This is sometimes useful in finding obscure problems in scripts, though
it is primarily intended for tracking down problems with \fBawk\fR itself.
.NH 2
Script "Compilation"
.LP
[It is likely that this does not work at most sites.  If it does not, the
following will probably not be of interest to the casual user.]
.sp
The command
.DS
awk -S -f script.awk
.DE
produces a file named
.B awk.out.
This is a core image of
.B awk
after parsing the file
.I script.awk.
The command
.DS
awk -Rawk.out datafile
.DE
causes
.B awk.out
to be applied to \fIdatafile\fR (or the standard input if no
input file is given).  This avoids having to reparse large
scripts each time they are used.  Unfortunately, the way this
is implemented requires some special action on the part of the
person installing \fBawk\fR.
.LP
As \fBawk\fR is delivered with \fI4.2 BSD\fR (and \fI4.3 BSD\fR),
.I awk.out
is created by the \fBawk -S ...\fR process by calling
.B sbrk()
with '0', writing out the returned value, then
writing out the core image from location 0 to
the returned address.  The \fBawk -R...\fR process
reads the first word of
.I awk.out
to get the length of the image, calls
.B brk()
with that length, and
then reads the image into itself starting at location 0.

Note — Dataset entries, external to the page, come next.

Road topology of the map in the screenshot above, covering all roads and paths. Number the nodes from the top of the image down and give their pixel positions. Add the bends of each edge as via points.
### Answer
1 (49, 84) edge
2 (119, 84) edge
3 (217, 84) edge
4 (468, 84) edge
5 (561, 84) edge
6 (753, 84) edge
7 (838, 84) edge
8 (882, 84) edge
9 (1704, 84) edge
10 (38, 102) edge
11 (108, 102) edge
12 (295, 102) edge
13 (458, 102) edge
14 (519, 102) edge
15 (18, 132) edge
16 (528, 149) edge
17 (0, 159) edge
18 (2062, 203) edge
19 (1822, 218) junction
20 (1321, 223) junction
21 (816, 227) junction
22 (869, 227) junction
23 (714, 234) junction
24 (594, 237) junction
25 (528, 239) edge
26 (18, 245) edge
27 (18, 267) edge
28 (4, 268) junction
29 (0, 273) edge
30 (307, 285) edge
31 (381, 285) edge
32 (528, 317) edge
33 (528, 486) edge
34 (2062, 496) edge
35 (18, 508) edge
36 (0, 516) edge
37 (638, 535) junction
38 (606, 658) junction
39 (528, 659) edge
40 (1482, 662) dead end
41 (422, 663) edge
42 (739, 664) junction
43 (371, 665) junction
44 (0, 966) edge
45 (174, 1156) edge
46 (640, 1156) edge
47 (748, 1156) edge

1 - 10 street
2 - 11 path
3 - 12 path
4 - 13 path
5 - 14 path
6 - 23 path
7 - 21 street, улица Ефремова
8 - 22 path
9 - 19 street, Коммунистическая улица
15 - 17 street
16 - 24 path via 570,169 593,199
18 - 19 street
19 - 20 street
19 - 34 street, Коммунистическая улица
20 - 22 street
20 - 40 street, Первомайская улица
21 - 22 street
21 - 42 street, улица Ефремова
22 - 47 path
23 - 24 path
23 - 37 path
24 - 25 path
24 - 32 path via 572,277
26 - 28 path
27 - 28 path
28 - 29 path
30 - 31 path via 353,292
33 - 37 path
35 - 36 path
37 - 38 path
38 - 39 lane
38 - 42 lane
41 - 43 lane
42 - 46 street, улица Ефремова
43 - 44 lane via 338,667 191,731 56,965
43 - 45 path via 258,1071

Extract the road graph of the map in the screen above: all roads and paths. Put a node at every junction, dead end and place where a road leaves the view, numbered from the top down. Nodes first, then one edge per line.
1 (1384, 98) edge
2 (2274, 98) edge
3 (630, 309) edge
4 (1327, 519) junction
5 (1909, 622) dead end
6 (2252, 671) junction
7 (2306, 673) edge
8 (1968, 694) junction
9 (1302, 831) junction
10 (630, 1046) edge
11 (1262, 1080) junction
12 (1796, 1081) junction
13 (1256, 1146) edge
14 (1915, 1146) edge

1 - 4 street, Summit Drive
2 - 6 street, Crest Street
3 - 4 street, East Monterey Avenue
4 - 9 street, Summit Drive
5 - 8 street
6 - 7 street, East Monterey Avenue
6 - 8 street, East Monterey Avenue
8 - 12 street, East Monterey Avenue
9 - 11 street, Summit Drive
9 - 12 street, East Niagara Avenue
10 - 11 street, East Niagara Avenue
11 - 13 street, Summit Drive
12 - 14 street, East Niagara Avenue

For this to work, \fBawk\fR must have been loaded with its
text segment writeable.  Unfortunately,
the \fIBSD\fR default for \fBld\fR is to load with the text
read-only and shareable.  Thus, the installer must remember to take
special action (e.g. "cc -N ..."
[equivalently "ld -N ..."] for \fI4BSD\fR) if these
flags are to work.
.LP
[Personally, I don't think it is
a very good idea to give \fBawk\fR the opportunity
to write on its text segment; I changed it so that
only the data segment is overwritten.]
.LP
Also, due to what appears to be a lapse in logic, the first
non-flag argument following \fB-R\fIawk.out\fR is discarded.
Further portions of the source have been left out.